Plantadas no final dos anos 1970 no fundo da casa em que viviam na Rua Augusto Severo, no Centro Cívico, nem todas sobreviveram. ‘‘Conforme a geada, queimava um pouco. Mas os prédios em redor as protegiam’’, explica Cezario.

O pai, Odilon, faleceu há seis anos, com 96. Até os 90, cuidava dos 12 pés de café sobreviventes e hoje um tanto abandonados. ‘‘Tomei café de lá por muitos anos. Depois da morte do pai, deixei um pouco de lado. Quem mora lá hoje é meu sobrinho.’’

Cezario, 68, explica que colhia café todos os anos, mas, em 2007, teve uma surpresa. ‘‘Quando fui colher, já tinham feito o trabalho para mim. Alguém entrou na casa e levou toda a produção.’’

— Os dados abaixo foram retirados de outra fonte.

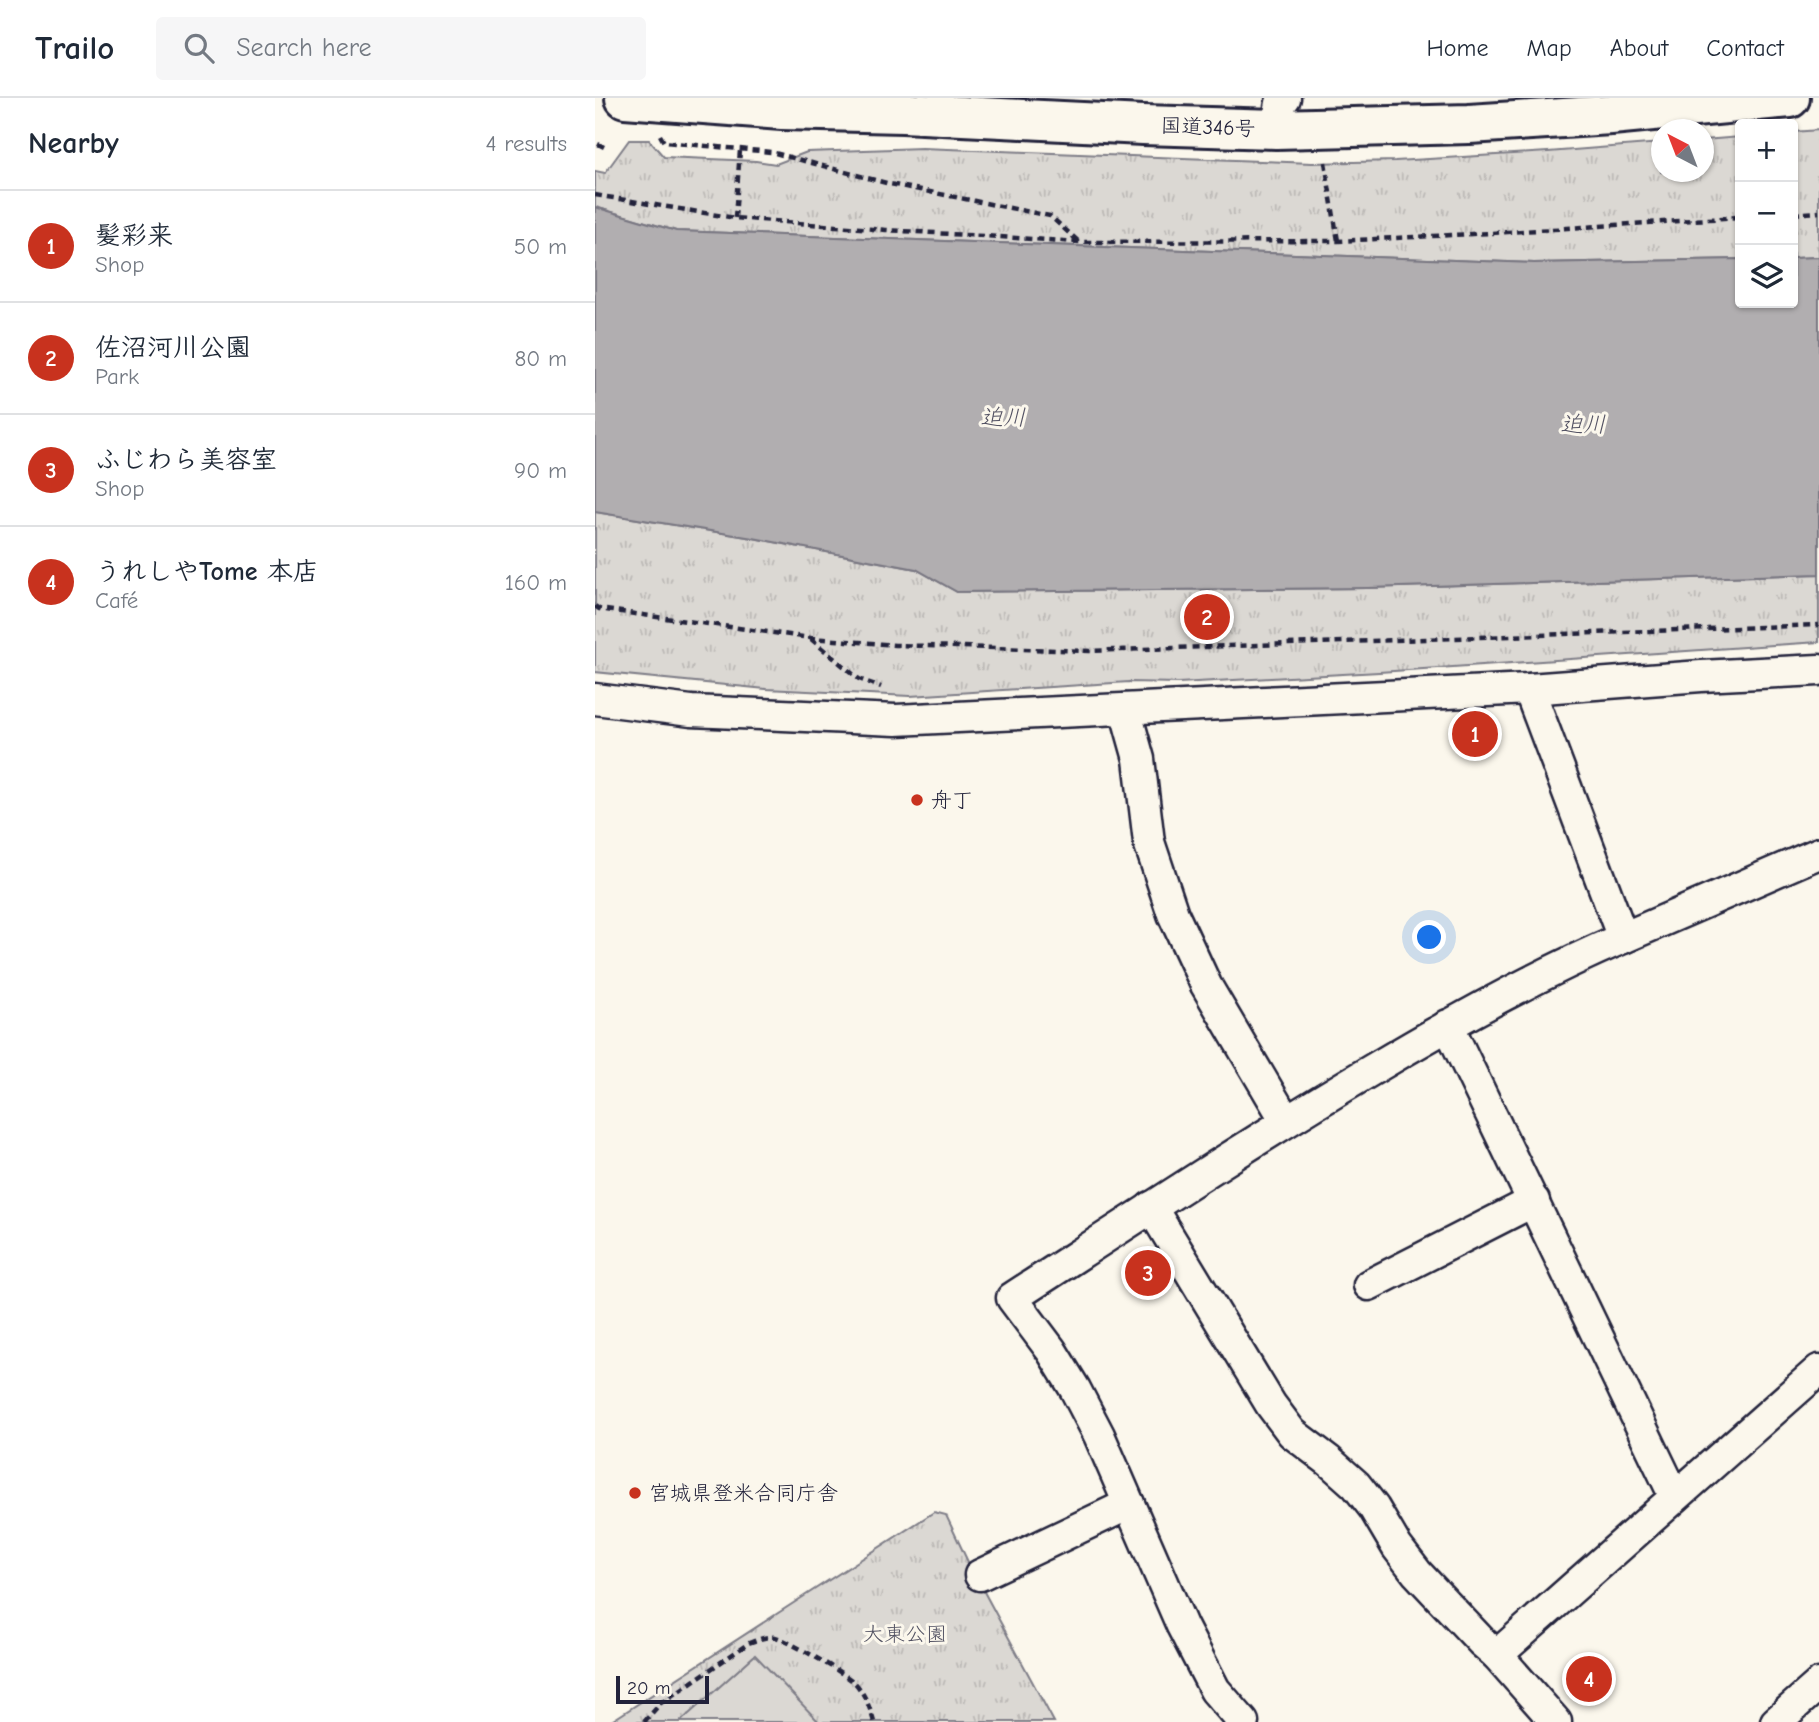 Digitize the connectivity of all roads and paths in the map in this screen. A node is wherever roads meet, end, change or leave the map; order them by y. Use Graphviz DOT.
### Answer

O trabalho do sobrinho Dilvan Gracino, neto dos músicos Belarmino e Gabriela, é de cortar os pés, que, quando ficam muito grandes, riscam os carros. ‘‘Ah, mas se ele plantava para consumo próprio e em uma área protegida eu até acredito. Quero ver ele plantar um hectare inteiro’’, brinca o agrônomo Ricce. (R.U.)


* Reportagem originalmente publicada no Caderno Curitiba do Jornal Folha de Londrina, do dia 18/06/2008.

Sobre o texto: foi curioso ver a foto que ilustra a matéria: a fotografia de seo Maneco Doria mais parece uma imagem publicitária.

Ponto de Partida: o pedido da pauteira Maigue Guets foi o de fazer uma matéria sobre o inverno, contando um pouco como seria o deste ano. Sugeri que conversássemos com moradores de longa data na cidade. Sugestão que foi acatada.

A reportagem: estava na frente da Biblioteca Pública aguardando um personagem de outra matéria com quem tinha marcado uma entrevista. Com a chuva, fiquei fascinado com a quantidade e variedade de guarda-chuvas que passavam ali na frente e, efetivamente, fiz a contagem que resulta em 74, número que aparece na matéria. Pouco depois, no mesmo período de espera, conversei com o marceneiro Orli Bianchin, que aguardava a chuva passar e que acabou virando um personagem da reportagem. A jornalista Marcela Rocha Mendes, colega de redação, sugeriu que eu conversasse com o seo Maneco Doria, com quem havia trabalhado no Clube Curitibano e que acabou sendo um dos principais personagens.

Repercussão: a pergunta que mais ouvi foi: “Você realmente contou por três minutos quantas pessoas passaram de guarda-chuva?”

Erros, lapsos e confusões: aqui, uma situação engraçada. Na mesma semana, a Gazeta do Povo, jornal de Curitiba, publicou uma reportagem, com outro meteorologista do Simepar (mesmo instituto que consultei), que sugeriu que o inverno seria um pouco mais frio que o do ano passado. O que não é verdadeiramente um lapso, mas uma sugestão de que eu poderia ter recorrido a mais fontes.